Nevertheless, there is an element of "social contract" here, in the following sense: individual rights are objective values, to be identified by human consciousness as necessary conditions for human existence in society. If one identifies these values, he thereby has to secure some means of safeguarding these values by subscribing, voluntarily, to a government that implements these principles — namely, a minimal government.12 This act of subscription (which, Beaird stresses, must be explicit and voluntary) binds contractually all subscribers — both to the principle of individual rights and to the authority of the government to which they have subscribed to administer justice in accordance with these rights.
Thus, any criminal violation of rights is a breach of such a contract, and it must be handled by the government, not by the victim. In other words, the Randist analysis of the nature of crime implies the necessity for a minimal government, which governs with the consent of the governed.
To put the issue more crudely, each crime is a case of contract violation. Individual rights are enforceable, as legal principle, only on the basis of contractual commitment to them. Thus, while individual rights have objective validity as values, they have no legal force without the consent of all concerned. In other words, if you did not subscribe to any government, your rights have not been "translated" to enforcible terms, and you have no right to use force (your own force) to defend them.
Rothbard, however, tells a different story, a story in which no concept of "social contract" plays absolutely any role, and in which individual rights have nothing to do with anybody's contractual subscription either to the abstract principle or (additionally) to a government enforcing it. Individual rights are natural, deriving from man's nature as a free being. A man has the right to his life, property, and liberty independently of whether or not he lives in a social context, subscribes to a government, or has made any direct or indirect contractual commitments with others.
Contractual commitment, as we have seen above, has no independent moral significance in Rothbard's framework. A breach of contract is only bad because it creates a breach of property ownership and its control — and only when it produces this effect!13
Civil Law and Criminal Law
In order to clarify the difference between the two points of view, an extra bit of terminology is needed. This pertains, fundamentally, to the difference between civil law and criminal law.
Civil law usually pertains to offenses arising from contractual relations. A default in delivery on a commercial contract is usually dealt with by a civil court of law. Criminal law usually pertains to offenses against individual rights (such as theft, murder, robbery, rape, etc.) that do not involve any violation of preexisting contractual relations. What makes these offenses "bad" is their being violations of individual rights.

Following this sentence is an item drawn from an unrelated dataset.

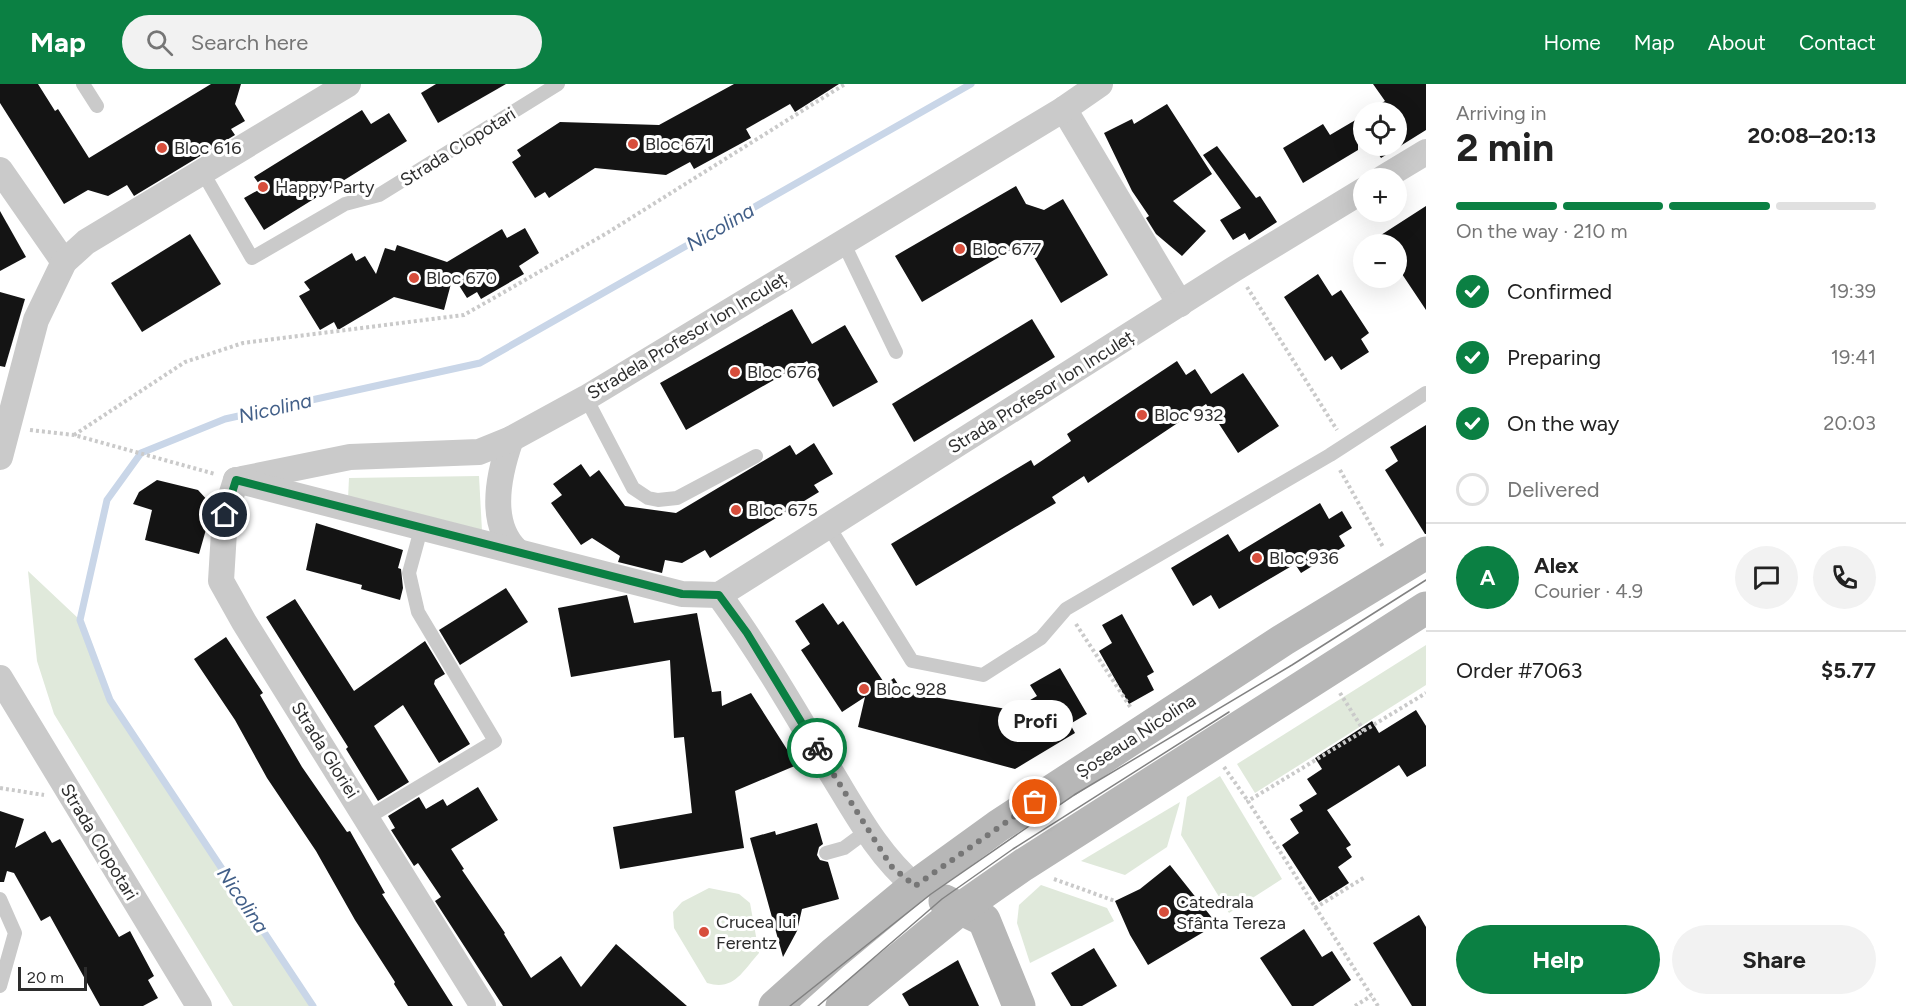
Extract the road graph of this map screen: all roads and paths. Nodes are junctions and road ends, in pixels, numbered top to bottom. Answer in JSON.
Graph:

In terms of this distinction, Rand's position implies an implicit reduction of criminal law to civil law — in the sense that any violation of individual rights is conceptualized by reference to a preexisting social contract (between the subscribers to government and their government) that makes the violation punishable, or actionable. Rothbard's position implies an explicit reduction of civil law to criminal law: a contract violation is bad only because, and to the extent that, it involves dissociation of ownership and control.
This is a large difference, and it relates directly to the opposing views concerning minimal government. For Rand, the contract that makes individual rights defensible is a contract with a government. Hence, for her, libertarianism is impossible without a government: it presupposes a government, albeit a minimal government.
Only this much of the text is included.